Beaucoup plus artiste comédien qu’historien,  Francis Kaboneko s’est évertué à nier l’existence des ethnies hutu, tutsi et twa dans le Rwanda précolonial. Dans l’historiographie du FPR, seuls existaient les clans dans lesquels se retrouvaient tous les rwandais. Il a portant passé à côté de l’essentiel à sa voir que les ethnies, les clans,… ne sont pas en soi mauvais. Seule leur exploitation politique peut être néfaste. Affirmer que les éthnies hutu, tutsi et twa sont le fait de la colonisation, comme l’affirme Kaboneko, est un pur mensonge. Nous trouvons par exemple dans le diaire de la mission de Save, 1899-1905, que les Hutu se plaignaient déjà du joug des Tutsi auprès des premiers explorateurs européens qui rapportent ce qui suit  : «  Nous n’écoutons guère ces braves Bahutu qui voudraient avant tout être débarrassés du joug des Watutsi. C’est ce qu’ils voient de plus palpable et ils voudraient se servir de nous pour en arriver là » (Roger Heremans et Emmanuel Ntezimana, 1987).

Nous sommes d’avis que l’on peut reconnaître l’existence des « ethnies ». Seul l’ethnisme est nocif. Il ne faut pas nier les ethnies, mais les assumer et permettre à tout citoyen de se sentir protégé dans un état de droit. L’ethnie est « une réalité historique et supra-individuelle incontestable étudiée par les sciences sociales alors que l’ethnisme est un simple comportement individuel ou collectif dont l’étude devrait plutôt relever de la psychanalyse ou de la psychologie pathologique » (Balibutsa, 2000).

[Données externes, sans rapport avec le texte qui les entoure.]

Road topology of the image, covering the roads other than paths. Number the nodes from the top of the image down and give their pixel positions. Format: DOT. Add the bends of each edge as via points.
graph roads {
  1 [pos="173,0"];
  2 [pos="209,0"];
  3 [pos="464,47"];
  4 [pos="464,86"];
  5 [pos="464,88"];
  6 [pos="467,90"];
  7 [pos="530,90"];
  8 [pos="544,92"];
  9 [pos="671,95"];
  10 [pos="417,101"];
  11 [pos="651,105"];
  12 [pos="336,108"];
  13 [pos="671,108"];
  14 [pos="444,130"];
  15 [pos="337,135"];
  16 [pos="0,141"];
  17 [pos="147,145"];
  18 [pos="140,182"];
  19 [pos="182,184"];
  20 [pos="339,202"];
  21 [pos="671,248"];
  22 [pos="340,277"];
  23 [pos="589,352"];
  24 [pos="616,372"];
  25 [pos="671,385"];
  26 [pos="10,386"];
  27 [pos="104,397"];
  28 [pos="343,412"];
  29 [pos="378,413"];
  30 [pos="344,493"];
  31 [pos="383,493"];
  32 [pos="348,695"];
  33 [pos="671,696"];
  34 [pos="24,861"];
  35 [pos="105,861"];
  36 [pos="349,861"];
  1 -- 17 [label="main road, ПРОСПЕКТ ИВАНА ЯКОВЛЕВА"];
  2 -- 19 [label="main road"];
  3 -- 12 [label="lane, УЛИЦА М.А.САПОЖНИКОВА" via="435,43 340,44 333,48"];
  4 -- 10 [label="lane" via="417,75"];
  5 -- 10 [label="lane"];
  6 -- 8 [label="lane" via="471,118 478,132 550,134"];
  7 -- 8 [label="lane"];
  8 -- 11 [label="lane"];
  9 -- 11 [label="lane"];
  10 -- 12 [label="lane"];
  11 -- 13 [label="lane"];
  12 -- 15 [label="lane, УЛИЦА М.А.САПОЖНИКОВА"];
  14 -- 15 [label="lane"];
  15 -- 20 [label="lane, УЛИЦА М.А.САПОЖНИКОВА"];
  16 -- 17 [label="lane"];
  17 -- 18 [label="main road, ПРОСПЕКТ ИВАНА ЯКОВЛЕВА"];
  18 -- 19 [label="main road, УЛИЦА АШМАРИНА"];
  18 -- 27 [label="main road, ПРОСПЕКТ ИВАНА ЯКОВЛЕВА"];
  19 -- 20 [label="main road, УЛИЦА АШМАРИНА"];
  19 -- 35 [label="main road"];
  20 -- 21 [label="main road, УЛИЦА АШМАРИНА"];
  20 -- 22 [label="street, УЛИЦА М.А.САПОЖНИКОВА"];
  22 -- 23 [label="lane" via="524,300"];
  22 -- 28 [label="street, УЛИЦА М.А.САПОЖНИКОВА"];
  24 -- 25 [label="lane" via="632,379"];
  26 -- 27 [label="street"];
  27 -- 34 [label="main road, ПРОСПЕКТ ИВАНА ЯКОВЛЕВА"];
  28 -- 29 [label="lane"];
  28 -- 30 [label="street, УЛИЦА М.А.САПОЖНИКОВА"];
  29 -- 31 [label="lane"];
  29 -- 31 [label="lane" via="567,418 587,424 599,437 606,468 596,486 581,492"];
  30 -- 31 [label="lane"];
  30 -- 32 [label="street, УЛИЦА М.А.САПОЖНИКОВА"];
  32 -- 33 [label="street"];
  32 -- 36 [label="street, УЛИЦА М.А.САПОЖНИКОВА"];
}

L’endoctrinement via le Youth Connect

Le président de la Commission de l’unité et la réconciliation nationale, Dr Jean Baptiste Habyarimana a donné des résultats des enquêtes opérées chez les jeunes qui ont réaffirmé, dans leur immense majorité, être rwandais au lieu d’être hutu ou tutsi. Il sied de rappeler que c’est « le Youth Connect » avec la « Fondation Imbuto » qui avaient organisé le Congrès des jeunes au cours de laquelle la jeunesse hutu a été sommée par le président rwandais de demander pardon pour les crimes de génocide commis par leurs parents.

On est à la case départ

Avant la révolution de 1950, le Hutu croupissait sous le joug de la féodalité, jouant le rôle de serfs et de courtisans pour avoir la paix. Il a fallu l’action énergique des leaders Hutu qui ont sensibilisé les masses populaires pour changer cette situation. Aujourd’hui, considérer tout hutu comme « génocidaire » et l’obliger à demander pardon à son compatriote tutsi même pour un crime qu’il n’a pas commis, revient à établir une hiérarchie entre les Rwandais faisant de tous les Hutu des citoyens de seconde zone, exactement comme du temps de la féodalité. Comme l’a écrit un certain  Nsabimana Faustin sur le forum DHR (02-3/12/2013), l’objectif du système-FPR est d’« atteindre le psychique des Hutu pour leur faire perdre « l’estime de soi ». Et pour ce faire, il a été mis « en place le plan génocidaire sous le nom de code « Ndi umunyarwanda » qui procède à la fois de la culpabilisation collective et de l’humiliation », bref une «  déshumanisation des Hutu. Ce qui est en fait une exploitation éhontée du génocide dans le but de faire taire ou de casser dans l’œuf toute opposition réelle ou potentielle des Hutu ».